Which lines in the records below contain the word "Верхний"? Report each of them.

*** DATA PROVIDED ***

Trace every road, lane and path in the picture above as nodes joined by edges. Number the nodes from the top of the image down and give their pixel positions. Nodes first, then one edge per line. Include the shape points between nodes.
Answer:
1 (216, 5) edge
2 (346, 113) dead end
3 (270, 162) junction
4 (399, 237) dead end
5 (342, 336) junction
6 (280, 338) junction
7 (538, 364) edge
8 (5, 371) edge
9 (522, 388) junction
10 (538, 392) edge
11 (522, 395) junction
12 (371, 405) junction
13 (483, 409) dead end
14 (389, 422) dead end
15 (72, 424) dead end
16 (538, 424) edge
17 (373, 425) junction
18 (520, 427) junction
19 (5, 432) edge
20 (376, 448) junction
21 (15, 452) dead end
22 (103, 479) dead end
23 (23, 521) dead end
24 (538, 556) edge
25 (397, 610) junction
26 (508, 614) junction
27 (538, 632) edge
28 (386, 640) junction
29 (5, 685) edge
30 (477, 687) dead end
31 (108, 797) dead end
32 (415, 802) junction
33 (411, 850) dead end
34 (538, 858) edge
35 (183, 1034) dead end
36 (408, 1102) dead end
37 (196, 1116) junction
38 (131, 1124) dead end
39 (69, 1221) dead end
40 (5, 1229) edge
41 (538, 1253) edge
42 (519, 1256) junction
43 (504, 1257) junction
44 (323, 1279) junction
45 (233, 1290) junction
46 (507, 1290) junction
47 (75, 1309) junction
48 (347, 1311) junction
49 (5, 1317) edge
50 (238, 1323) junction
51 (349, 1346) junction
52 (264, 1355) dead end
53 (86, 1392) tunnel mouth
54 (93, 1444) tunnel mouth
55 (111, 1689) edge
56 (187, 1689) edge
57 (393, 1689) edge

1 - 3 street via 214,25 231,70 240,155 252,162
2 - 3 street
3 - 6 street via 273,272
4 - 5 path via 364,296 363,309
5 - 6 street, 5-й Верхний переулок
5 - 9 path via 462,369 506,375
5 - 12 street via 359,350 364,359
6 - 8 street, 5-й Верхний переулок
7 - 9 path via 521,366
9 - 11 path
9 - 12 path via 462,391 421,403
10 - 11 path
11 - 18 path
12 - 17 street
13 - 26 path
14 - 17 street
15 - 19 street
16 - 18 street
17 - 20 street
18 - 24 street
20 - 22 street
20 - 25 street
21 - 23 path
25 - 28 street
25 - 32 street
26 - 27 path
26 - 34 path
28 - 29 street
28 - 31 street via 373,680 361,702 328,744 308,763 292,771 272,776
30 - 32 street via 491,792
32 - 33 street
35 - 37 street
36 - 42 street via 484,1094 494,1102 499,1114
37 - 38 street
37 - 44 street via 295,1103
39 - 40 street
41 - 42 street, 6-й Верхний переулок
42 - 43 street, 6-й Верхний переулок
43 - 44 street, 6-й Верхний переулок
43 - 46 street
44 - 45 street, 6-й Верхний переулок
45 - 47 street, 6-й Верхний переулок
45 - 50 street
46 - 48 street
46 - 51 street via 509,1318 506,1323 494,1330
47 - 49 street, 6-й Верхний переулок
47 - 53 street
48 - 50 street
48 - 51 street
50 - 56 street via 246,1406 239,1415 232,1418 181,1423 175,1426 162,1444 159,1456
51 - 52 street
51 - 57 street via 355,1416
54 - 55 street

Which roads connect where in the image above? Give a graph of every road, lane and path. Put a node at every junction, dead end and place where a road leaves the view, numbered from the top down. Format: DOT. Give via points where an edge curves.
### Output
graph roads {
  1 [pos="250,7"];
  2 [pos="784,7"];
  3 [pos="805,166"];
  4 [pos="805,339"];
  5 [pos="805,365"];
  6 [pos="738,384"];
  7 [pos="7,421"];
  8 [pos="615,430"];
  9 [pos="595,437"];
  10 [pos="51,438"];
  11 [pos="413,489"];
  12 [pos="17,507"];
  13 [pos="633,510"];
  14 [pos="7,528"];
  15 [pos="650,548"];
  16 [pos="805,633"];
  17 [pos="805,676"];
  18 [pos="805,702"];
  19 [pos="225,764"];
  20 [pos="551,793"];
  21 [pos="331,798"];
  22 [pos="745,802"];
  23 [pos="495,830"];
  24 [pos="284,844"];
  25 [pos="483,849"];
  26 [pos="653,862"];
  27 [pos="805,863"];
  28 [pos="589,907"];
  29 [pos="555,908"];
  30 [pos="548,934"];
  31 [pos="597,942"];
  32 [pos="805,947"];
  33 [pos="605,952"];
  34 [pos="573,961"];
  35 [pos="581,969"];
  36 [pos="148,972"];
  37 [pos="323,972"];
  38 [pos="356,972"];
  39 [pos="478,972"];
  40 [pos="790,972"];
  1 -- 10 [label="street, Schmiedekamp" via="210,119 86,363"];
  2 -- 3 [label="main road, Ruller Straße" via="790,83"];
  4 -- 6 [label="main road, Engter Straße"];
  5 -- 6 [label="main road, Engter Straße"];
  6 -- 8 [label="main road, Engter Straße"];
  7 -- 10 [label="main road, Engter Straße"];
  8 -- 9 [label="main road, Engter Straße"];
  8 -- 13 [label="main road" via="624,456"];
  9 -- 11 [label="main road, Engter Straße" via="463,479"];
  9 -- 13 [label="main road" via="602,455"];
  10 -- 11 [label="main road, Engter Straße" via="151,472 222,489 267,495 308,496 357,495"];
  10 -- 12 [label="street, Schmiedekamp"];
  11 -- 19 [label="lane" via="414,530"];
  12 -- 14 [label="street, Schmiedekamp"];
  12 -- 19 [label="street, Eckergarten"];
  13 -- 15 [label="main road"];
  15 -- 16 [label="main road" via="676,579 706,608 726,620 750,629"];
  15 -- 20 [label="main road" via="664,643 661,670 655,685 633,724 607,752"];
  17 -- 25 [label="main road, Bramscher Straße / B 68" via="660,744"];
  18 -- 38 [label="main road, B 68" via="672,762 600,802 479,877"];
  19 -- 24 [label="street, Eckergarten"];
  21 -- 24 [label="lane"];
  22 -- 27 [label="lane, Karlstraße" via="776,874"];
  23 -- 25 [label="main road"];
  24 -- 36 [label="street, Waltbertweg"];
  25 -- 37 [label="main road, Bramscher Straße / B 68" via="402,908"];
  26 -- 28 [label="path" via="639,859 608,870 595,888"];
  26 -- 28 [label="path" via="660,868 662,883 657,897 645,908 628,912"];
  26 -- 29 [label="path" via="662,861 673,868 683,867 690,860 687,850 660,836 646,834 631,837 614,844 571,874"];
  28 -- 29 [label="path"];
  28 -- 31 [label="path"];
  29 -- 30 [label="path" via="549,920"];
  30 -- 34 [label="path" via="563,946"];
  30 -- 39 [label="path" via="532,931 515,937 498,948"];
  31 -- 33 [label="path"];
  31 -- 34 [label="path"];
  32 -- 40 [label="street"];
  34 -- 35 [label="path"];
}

*** End of DATA PROVIDED ***

ANSWER SECTION:
5 - 6 street, 5-й Верхний переулок
6 - 8 street, 5-й Верхний переулок
41 - 42 street, 6-й Верхний переулок
42 - 43 street, 6-й Верхний переулок
43 - 44 street, 6-й Верхний переулок
44 - 45 street, 6-й Верхний переулок
45 - 47 street, 6-й Верхний переулок
47 - 49 street, 6-й Верхний переулок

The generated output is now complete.